Constance was white from weariness and the fear that she fought down with merry chatter, but now a warm flush spread to her hair.

"Oh, Mistress Hopkins, if you would not hate me, if you would but think me just a little worthy of kindly thoughts—for indeed I am not wicked—the hardship of this voyage would be a cheap price to pay for it! I would not be so unhappy as I am if, though you did not love me, you would at least not hate me, nor mind that my father loved me—me and Giles!" Constance cried passionately, trembling on the verge of tears.

Then she dashed her hand across her eyes as Giles might have done, and laughed to choke down a sob.

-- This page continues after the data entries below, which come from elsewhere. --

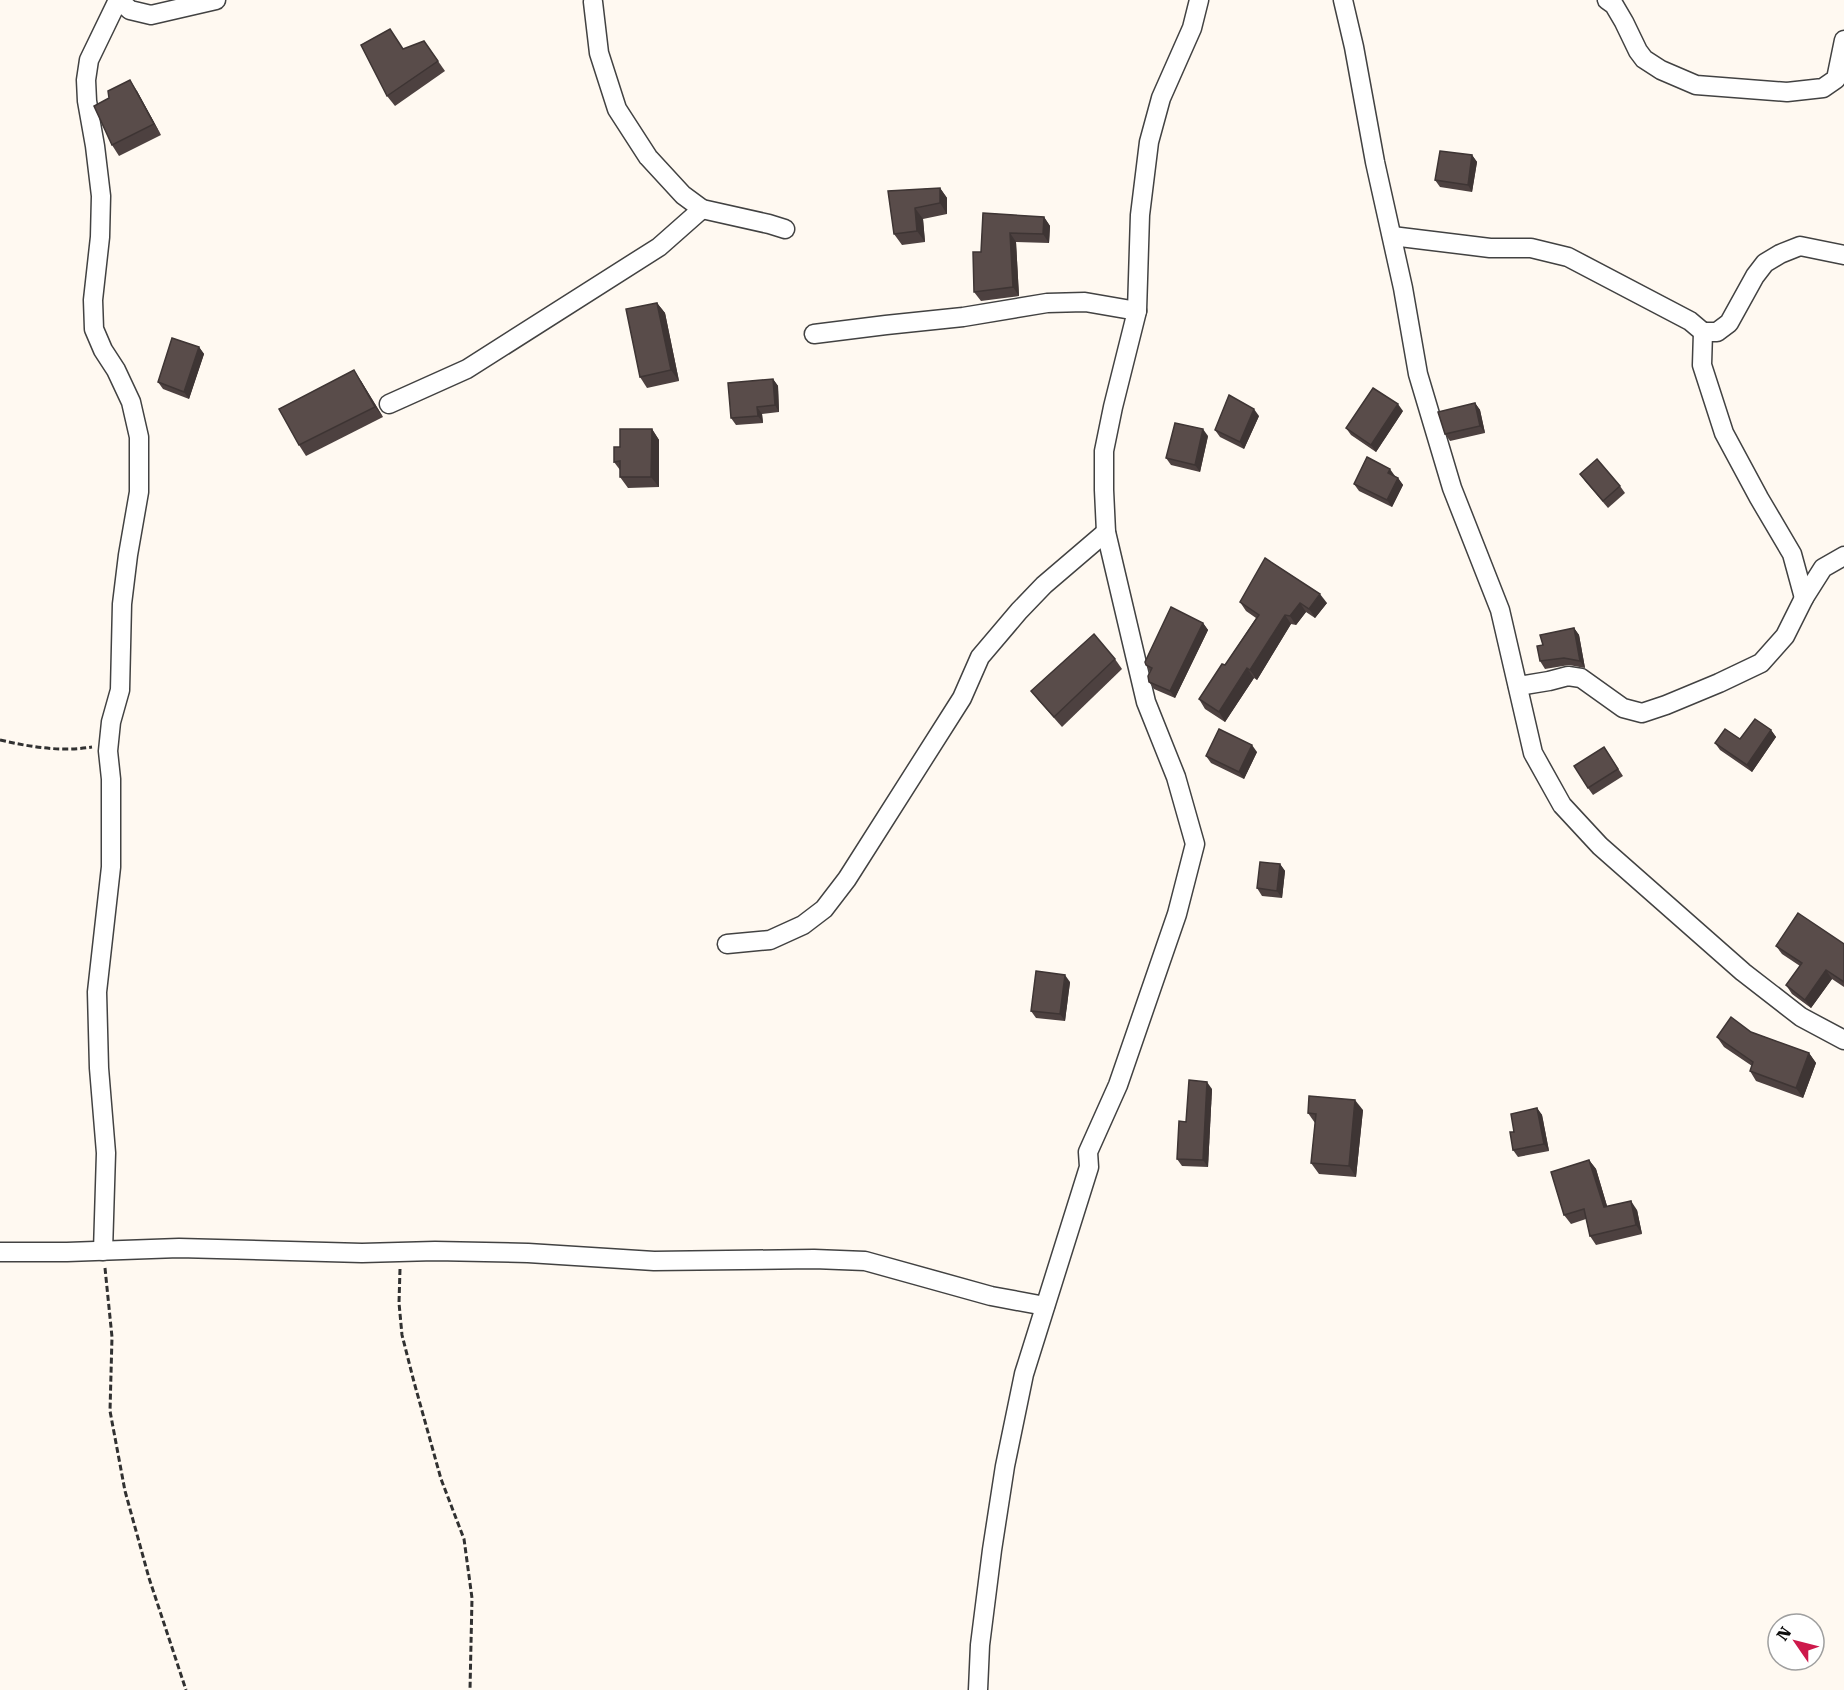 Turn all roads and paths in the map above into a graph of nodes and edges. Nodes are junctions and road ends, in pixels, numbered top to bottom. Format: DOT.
graph roads {
  1 [pos="118,0"];
  2 [pos="216,0"];
  3 [pos="1199,0"];
  4 [pos="1343,0"];
  5 [pos="1607,0"];
  6 [pos="592,1"];
  7 [pos="1844,40"];
  8 [pos="702,209"];
  9 [pos="785,229"];
  10 [pos="1392,236"];
  11 [pos="1844,255"];
  12 [pos="1137,311"];
  13 [pos="1703,332"];
  14 [pos="814,334"];
  15 [pos="389,404"];
  16 [pos="1106,532"];
  17 [pos="1844,556"];
  18 [pos="1804,598"];
  19 [pos="1518,686"];
  20 [pos="0,740"];
  21 [pos="108,744"];
  22 [pos="727,944"];
  23 [pos="1844,1040"];
  24 [pos="103,1251"];
  25 [pos="0,1252"];
  26 [pos="400,1252"];
  27 [pos="1045,1306"];
  28 [pos="186,1690"];
  29 [pos="470,1690"];
  30 [pos="978,1690"];
  1 -- 2 [label="street"];
  1 -- 21 [label="street"];
  3 -- 12 [label="street"];
  4 -- 10 [label="street"];
  5 -- 7 [label="street"];
  6 -- 8 [label="street"];
  8 -- 9 [label="street"];
  8 -- 15 [label="street"];
  10 -- 13 [label="street"];
  10 -- 19 [label="street"];
  11 -- 13 [label="street"];
  12 -- 14 [label="street"];
  12 -- 16 [label="street"];
  13 -- 18 [label="street"];
  16 -- 22 [label="street"];
  16 -- 27 [label="street"];
  17 -- 18 [label="street"];
  18 -- 19 [label="street"];
  19 -- 23 [label="street"];
  20 -- 21 [label="path"];
  21 -- 24 [label="street"];
  24 -- 25 [label="street"];
  24 -- 26 [label="street"];
  24 -- 28 [label="path"];
  26 -- 27 [label="street"];
  26 -- 29 [label="path"];
  27 -- 30 [label="street"];
} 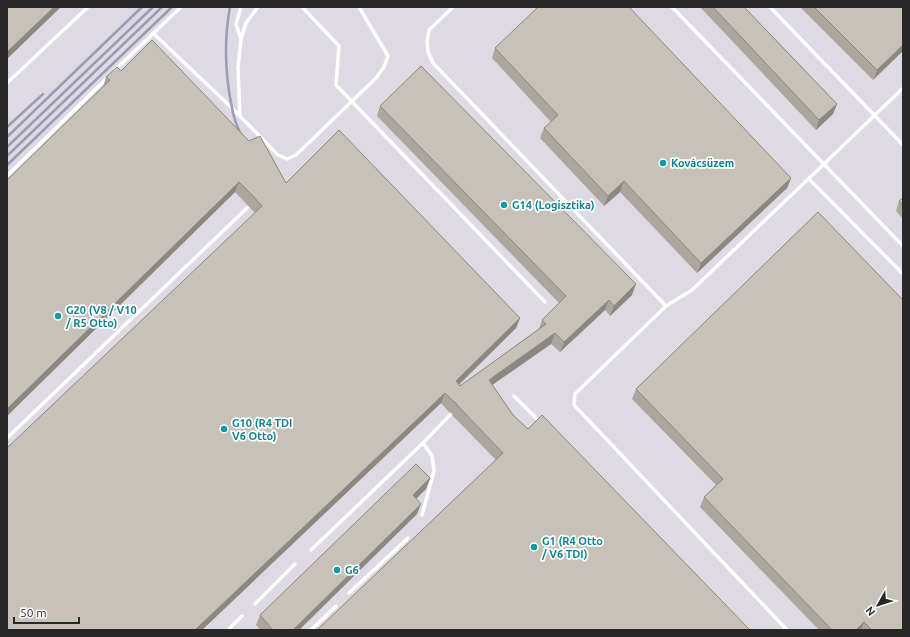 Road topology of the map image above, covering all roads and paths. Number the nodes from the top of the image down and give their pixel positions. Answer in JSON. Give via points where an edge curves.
{"nodes":[{"id":1,"x":88,"y":7,"type":"edge"},
{"id":2,"x":181,"y":7,"type":"edge"},
{"id":3,"x":241,"y":7,"type":"edge"},
{"id":4,"x":258,"y":7,"type":"edge"},
{"id":5,"x":302,"y":7,"type":"edge"},
{"id":6,"x":359,"y":7,"type":"edge"},
{"id":7,"x":453,"y":7,"type":"edge"},
{"id":8,"x":672,"y":7,"type":"edge"},
{"id":9,"x":770,"y":7,"type":"edge"},
{"id":10,"x":153,"y":33,"type":"junction"},
{"id":11,"x":241,"y":39,"type":"junction"},
{"id":12,"x":7,"y":83,"type":"edge"},
{"id":13,"x":903,"y":88,"type":"edge"},
{"id":14,"x":351,"y":102,"type":"junction"},
{"id":15,"x":240,"y":116,"type":"junction"},
{"id":16,"x":875,"y":116,"type":"junction"},
{"id":17,"x":903,"y":145,"type":"edge"},
{"id":18,"x":824,"y":164,"type":"junction"},
{"id":19,"x":7,"y":176,"type":"edge"},
{"id":20,"x":809,"y":179,"type":"junction"},
{"id":21,"x":247,"y":208,"type":"dead end"},
{"id":22,"x":903,"y":246,"type":"edge"},
{"id":23,"x":903,"y":274,"type":"edge"},
{"id":24,"x":545,"y":302,"type":"dead end"},
{"id":25,"x":666,"y":306,"type":"junction"},
{"id":26,"x":514,"y":396,"type":"dead end"},
{"id":27,"x":450,"y":415,"type":"dead end"},
{"id":28,"x":542,"y":424,"type":"edge"},
{"id":29,"x":7,"y":438,"type":"edge"},
{"id":30,"x":423,"y":443,"type":"junction"},
{"id":31,"x":422,"y":515,"type":"dead end"},
{"id":32,"x":408,"y":538,"type":"dead end"},
{"id":33,"x":311,"y":550,"type":"dead end"},
{"id":34,"x":295,"y":564,"type":"dead end"},
{"id":35,"x":349,"y":593,"type":"dead end"},
{"id":36,"x":255,"y":604,"type":"dead end"},
{"id":37,"x":336,"y":606,"type":"dead end"},
{"id":38,"x":242,"y":616,"type":"dead end"},
{"id":39,"x":228,"y":630,"type":"edge"},
{"id":40,"x":311,"y":630,"type":"edge"},
{"id":41,"x":787,"y":630,"type":"edge"}],
"edges":[{"from":1,"to":12,"type":"lane"},
{"from":2,"to":10,"type":"lane"},
{"from":3,"to":11,"type":"lane","via":[[236,24]]},
{"from":4,"to":11,"type":"lane","via":[[246,23]]},
{"from":5,"to":14,"type":"lane","via":[[338,46],[336,85]]},
{"from":6,"to":14,"type":"lane","via":[[388,56],[376,78]]},
{"from":7,"to":25,"type":"lane","via":[[429,30],[428,52],[433,62]]},
{"from":8,"to":18,"type":"lane"},
{"from":9,"to":16,"type":"lane"},
{"from":10,"to":15,"type":"lane"},
{"from":10,"to":19,"type":"lane"},
{"from":11,"to":15,"type":"lane","via":[[238,68]]},
{"from":13,"to":16,"type":"lane"},
{"from":14,"to":15,"type":"lane","via":[[296,155],[287,159],[278,155]]},
{"from":14,"to":24,"type":"lane"},
{"from":16,"to":17,"type":"lane"},
{"from":16,"to":18,"type":"lane"},
{"from":18,"to":20,"type":"lane"},
{"from":18,"to":22,"type":"lane"},
{"from":20,"to":23,"type":"lane"},
{"from":20,"to":25,"type":"lane","via":[[692,290]]},
{"from":21,"to":29,"type":"lane"},
{"from":25,"to":41,"type":"lane","via":[[575,394],[574,405]]},
{"from":26,"to":28,"type":"lane"},
{"from":27,"to":30,"type":"lane"},
{"from":30,"to":31,"type":"lane","via":[[432,456],[434,471]]},
{"from":30,"to":33,"type":"lane"},
{"from":32,"to":35,"type":"lane"},
{"from":34,"to":36,"type":"lane"},
{"from":37,"to":40,"type":"lane"},
{"from":38,"to":39,"type":"lane"}]}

"Priscilla! Priscilla Mullins, come! I need your help," she called.

"What to do, Constance?" asked Priscilla, edging her way from the other end of the crowded cabin to the younger girl.

Priscilla looked blooming still, in spite of the conditions to dim her bright colour.

Placid by nature, she did not fret over discomfort or danger. Trim and neat, she was a pleasant sight among the distressed, pallid faces about her, like a bit of English sky, a green English meadow, a warm English hearth in the waste of waters that led to the waste of wintry wilderness.

"What am I do to for thee, Constance?" Priscilla asked in her deep, alto voice.

"Help me get these children up into the air in a sheltered nook on deck," said Constance. "They are suffocating here."

"No, no!" cried two or three mothers. "They will be washed away, Constantia."